Tabella – Povertà assoluta delle famiglie per cittadinanza. Anni 2016-2017, valori assoluti (in migliaia) e percentuali
Fonte: Istat
La tabella dice che l’aumento del numero dei nuclei in povertà assoluta coinvolge sia le famiglie italiane che quelle composte da soli stranieri. La variazione assoluta è maggiore per le prime (+184mila) rispetto alle seconde (+56mila). Ma sul totale del rispettivo gruppo l’incidenza della povertà cresce di più per le famiglie straniere (+3,5 punti percentuali) contro il +0,7 per cento delle famiglie italiane. I dati sulle famiglie miste (che completano i dati raccolti dall’Istat) sono difficili da commentare perché mostrano oscillazioni molto ampie per numeri molto ridotti, soprattutto al Centro e al Sud.
Ma i poveri in Italia sono più spesso stranieri
La povertà è quindi in crescita, e l’aumento riguarda sia i nuclei familiari italiani che quelli stranieri. Dati più disaggregati mostrano che è salita la percentuale di famiglie povere di soli italiani al nord (dal 2,6 al 3,1 per cento del totale) e – più nettamente – al sud (dal 7,5 al 9,1 per cento), mentre al centro il dato è in lieve calo.
Ma i dati Istat del 2017 confermano chiaramente che per le famiglie costituite di soli stranieri (sono 1,6 milioni) il rischio di essere in povertà assoluta continua a rimanere di sei volte (29,2 diviso 5,1) più elevato rispetto a quello che pende sui 23,8 milioni di famiglie italiane. È più o meno la stessa sproporzione che si osservava nel 2016. Pur essendo solo il 6,6 per cento delle famiglie residenti in Italia, quelle di soli stranieri rappresentano il 27 per cento di tutte le famiglie povere e il 32 per cento degli individui poveri.

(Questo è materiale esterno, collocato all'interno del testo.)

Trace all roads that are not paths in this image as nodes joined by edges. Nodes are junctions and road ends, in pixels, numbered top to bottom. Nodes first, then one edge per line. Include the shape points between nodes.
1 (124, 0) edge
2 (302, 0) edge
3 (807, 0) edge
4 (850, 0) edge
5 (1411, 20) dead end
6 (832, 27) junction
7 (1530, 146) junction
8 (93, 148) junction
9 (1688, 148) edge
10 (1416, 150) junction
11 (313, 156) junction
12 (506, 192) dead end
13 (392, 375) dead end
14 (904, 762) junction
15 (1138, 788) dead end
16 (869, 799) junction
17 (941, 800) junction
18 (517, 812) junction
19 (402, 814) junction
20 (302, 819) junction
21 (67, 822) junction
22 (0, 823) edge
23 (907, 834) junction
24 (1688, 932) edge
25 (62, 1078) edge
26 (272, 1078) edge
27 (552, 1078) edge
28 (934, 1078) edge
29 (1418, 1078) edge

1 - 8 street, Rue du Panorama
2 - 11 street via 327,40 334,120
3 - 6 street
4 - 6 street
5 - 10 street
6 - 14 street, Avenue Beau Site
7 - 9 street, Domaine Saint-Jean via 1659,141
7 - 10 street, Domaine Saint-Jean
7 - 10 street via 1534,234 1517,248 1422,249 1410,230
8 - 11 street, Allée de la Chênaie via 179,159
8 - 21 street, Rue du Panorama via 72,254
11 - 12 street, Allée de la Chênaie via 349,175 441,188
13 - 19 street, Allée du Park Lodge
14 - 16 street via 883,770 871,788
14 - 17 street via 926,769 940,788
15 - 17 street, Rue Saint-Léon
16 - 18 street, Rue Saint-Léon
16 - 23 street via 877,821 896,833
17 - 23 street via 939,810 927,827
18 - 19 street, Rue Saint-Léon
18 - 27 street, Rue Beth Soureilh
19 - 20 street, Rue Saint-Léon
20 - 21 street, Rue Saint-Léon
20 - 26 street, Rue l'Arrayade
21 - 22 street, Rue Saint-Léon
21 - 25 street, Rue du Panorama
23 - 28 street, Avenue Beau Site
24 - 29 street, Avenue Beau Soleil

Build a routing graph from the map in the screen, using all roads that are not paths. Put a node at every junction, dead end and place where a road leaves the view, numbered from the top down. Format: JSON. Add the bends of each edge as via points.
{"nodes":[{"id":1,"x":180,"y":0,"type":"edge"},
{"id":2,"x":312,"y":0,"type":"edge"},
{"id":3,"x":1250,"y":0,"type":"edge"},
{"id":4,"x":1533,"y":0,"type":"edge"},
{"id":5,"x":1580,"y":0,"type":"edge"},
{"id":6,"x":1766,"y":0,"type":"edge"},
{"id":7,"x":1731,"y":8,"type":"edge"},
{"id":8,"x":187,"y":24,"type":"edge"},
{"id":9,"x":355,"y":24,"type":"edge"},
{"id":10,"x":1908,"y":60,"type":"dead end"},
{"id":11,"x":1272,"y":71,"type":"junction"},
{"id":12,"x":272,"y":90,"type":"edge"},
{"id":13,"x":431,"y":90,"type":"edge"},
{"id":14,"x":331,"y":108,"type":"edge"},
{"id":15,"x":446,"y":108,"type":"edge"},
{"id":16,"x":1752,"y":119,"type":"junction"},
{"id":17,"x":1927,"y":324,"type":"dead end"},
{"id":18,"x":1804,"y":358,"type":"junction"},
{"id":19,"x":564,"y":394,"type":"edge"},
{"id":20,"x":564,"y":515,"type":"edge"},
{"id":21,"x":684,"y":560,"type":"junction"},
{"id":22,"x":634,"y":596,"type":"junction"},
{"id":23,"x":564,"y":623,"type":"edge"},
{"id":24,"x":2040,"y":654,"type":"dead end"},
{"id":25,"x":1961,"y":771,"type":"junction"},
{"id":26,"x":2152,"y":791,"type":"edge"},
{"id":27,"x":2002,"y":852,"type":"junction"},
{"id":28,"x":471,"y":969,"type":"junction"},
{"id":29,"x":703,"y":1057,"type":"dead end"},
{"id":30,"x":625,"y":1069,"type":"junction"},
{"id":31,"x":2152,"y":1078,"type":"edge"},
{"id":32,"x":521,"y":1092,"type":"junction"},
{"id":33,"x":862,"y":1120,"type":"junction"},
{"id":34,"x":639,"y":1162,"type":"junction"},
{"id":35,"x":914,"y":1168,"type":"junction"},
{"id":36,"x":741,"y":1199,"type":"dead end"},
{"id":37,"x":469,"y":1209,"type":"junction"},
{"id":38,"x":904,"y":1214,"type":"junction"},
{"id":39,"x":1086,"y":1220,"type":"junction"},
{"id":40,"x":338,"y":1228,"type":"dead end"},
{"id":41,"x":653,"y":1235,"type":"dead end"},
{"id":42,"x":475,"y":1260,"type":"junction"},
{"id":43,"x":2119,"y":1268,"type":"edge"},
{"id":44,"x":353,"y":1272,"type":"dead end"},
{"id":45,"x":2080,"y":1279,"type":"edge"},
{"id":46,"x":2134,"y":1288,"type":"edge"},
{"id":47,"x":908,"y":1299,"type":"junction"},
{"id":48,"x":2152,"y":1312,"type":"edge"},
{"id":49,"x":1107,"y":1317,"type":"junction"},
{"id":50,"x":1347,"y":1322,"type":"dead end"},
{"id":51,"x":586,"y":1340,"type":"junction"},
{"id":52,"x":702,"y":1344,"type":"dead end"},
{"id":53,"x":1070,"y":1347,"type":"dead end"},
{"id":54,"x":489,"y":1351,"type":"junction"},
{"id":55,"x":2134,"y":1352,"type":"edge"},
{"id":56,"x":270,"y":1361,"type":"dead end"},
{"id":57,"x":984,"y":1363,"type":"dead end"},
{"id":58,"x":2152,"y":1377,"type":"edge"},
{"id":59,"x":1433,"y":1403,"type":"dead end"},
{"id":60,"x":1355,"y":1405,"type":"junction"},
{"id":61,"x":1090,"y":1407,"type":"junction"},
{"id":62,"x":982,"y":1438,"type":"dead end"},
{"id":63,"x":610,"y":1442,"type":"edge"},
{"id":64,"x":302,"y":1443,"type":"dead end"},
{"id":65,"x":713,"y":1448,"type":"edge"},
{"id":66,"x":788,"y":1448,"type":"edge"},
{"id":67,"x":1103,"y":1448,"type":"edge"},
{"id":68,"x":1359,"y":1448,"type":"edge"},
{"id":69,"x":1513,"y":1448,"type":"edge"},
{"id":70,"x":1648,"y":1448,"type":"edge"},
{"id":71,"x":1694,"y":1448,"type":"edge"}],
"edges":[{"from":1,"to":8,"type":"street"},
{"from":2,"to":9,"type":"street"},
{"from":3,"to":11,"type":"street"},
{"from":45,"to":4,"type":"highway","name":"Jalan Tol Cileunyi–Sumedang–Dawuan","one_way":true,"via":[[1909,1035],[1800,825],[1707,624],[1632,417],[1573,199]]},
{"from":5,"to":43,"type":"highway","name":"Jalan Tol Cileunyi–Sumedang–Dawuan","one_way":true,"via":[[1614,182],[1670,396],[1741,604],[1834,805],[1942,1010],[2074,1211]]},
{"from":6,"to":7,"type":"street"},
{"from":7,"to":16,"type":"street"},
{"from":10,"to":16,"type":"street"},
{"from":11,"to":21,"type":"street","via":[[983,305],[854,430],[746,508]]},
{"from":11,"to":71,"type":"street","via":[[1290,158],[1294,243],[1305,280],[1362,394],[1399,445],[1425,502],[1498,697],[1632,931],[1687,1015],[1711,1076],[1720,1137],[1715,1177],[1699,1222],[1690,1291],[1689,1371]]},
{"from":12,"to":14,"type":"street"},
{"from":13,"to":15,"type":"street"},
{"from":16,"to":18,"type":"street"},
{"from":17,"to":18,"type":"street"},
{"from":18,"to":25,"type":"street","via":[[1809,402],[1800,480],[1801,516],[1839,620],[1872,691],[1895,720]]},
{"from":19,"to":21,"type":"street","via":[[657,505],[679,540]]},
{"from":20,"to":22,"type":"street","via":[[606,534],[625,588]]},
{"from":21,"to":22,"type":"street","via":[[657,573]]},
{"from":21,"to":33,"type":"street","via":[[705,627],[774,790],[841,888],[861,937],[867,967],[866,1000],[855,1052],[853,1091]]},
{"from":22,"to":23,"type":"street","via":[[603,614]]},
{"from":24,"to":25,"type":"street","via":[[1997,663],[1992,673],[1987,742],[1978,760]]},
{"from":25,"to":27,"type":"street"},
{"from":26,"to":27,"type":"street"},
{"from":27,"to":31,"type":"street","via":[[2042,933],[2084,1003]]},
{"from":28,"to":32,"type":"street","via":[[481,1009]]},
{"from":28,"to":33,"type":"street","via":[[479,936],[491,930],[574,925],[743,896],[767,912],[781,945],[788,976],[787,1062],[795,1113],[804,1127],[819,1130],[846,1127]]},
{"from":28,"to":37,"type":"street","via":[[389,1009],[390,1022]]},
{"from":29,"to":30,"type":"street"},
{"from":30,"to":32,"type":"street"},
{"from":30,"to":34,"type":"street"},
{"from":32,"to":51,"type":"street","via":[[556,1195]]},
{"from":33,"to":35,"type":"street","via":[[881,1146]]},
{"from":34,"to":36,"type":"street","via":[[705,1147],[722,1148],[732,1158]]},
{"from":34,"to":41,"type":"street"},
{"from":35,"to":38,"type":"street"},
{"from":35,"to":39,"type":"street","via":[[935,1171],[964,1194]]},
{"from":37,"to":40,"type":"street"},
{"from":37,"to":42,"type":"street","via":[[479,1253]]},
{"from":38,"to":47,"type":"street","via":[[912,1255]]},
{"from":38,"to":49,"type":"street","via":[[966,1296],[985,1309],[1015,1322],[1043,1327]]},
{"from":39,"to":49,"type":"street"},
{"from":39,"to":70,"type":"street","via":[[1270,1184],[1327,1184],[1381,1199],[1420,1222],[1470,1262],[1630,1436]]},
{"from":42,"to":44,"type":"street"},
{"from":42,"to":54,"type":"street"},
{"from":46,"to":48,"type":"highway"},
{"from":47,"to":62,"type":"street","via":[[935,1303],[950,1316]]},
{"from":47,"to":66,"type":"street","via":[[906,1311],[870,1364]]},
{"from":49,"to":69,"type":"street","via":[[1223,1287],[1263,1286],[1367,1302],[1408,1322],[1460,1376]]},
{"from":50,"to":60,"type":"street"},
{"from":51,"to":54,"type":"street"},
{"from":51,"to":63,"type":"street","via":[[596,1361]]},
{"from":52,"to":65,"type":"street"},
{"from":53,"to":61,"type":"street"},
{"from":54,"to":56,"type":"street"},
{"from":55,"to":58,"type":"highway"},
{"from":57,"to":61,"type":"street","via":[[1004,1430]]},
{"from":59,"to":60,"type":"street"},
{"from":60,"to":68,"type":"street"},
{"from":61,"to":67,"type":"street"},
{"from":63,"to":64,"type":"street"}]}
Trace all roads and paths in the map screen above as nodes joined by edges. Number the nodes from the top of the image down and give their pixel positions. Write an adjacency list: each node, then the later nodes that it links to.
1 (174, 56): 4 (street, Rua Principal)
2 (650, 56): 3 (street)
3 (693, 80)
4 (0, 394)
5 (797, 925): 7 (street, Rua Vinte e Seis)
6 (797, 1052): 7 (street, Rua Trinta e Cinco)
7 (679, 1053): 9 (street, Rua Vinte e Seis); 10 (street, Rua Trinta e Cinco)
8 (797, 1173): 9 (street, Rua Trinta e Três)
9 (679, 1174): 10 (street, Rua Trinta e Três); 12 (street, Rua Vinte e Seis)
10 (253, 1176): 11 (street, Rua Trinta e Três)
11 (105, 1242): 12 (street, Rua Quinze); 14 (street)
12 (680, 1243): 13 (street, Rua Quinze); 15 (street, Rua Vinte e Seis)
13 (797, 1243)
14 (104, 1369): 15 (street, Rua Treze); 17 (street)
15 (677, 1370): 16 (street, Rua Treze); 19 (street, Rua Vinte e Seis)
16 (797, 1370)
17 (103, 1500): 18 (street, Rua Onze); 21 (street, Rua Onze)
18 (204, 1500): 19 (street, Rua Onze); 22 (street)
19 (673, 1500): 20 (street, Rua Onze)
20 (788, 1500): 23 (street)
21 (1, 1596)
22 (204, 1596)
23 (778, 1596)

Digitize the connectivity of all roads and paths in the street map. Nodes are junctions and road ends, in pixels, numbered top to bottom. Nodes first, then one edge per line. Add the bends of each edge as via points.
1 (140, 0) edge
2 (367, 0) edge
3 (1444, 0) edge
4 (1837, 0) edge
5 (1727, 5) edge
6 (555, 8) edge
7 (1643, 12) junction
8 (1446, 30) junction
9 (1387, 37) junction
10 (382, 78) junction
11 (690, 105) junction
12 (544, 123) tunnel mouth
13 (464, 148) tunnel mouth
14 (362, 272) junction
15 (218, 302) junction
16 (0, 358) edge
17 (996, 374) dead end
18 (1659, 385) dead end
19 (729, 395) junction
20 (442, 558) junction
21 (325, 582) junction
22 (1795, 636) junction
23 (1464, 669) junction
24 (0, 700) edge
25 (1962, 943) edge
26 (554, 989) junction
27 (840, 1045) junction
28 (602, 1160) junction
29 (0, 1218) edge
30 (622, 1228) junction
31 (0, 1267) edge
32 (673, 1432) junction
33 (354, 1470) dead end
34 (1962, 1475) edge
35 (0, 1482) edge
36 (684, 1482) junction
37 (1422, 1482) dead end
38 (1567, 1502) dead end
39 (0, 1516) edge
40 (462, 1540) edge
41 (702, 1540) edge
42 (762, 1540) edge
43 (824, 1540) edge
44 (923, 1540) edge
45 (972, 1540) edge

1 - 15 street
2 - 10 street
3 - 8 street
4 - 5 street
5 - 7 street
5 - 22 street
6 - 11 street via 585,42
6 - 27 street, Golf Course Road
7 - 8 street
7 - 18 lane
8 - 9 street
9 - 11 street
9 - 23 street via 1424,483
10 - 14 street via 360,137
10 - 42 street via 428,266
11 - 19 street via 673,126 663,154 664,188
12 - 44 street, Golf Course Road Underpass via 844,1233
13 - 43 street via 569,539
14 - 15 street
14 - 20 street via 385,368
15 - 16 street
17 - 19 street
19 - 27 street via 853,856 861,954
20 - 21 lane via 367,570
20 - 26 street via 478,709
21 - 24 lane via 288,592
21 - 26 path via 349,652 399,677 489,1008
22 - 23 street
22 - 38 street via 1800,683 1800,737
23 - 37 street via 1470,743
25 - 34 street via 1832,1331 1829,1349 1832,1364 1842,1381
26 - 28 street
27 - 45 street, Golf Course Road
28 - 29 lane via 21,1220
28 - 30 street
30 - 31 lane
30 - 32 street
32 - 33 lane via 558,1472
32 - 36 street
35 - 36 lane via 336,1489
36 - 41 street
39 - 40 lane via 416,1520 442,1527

Povertà e reddito di cittadinanza
I dati sopra riportati non sono solo aride statistiche, ma hanno una grande rilevanza politica. Subito dopo la pubblicazione dei dati Istat, il ministro del Lavoro e dello Sviluppo economico, Luigi Di Maio, ha infatti diffuso un comunicato in cui mette fretta al Parlamento e al governo per una rapida introduzione del reddito di cittadinanza come strumento di lotta contro la povertà. Peccato che nella versione delineata nel contratto del governo del cambiamento (articolo 19, pagina 34) dal reddito di cittadinanza gli stranieri siano esclusi. “Il reddito di cittadinanza è una misura attiva rivolta ai cittadini italiani al fine di reinserirli nella vita sociale e lavorativa del paese” (la sottolineatura è nostra).
Andrebbe così a finire che la principale misura anti-povertà del nuovo esecutivo – poiché riservata ai cittadini italiani, per ridurne i costi per lo stato e per ottenere il gradimento della Lega – escluderebbe dai potenziali beneficiari circa un terzo (il 32 per cento) dei potenziali destinatari. Proprio quelli che secondo i dati Istat ne avrebbero più bisogno. E ciò avverrebbe perché queste persone non sono cittadini italiani pur risiedendo nel nostro paese e in molti casi contribuendo alla creazione di reddito in Italia nella posizione di immigrati regolari.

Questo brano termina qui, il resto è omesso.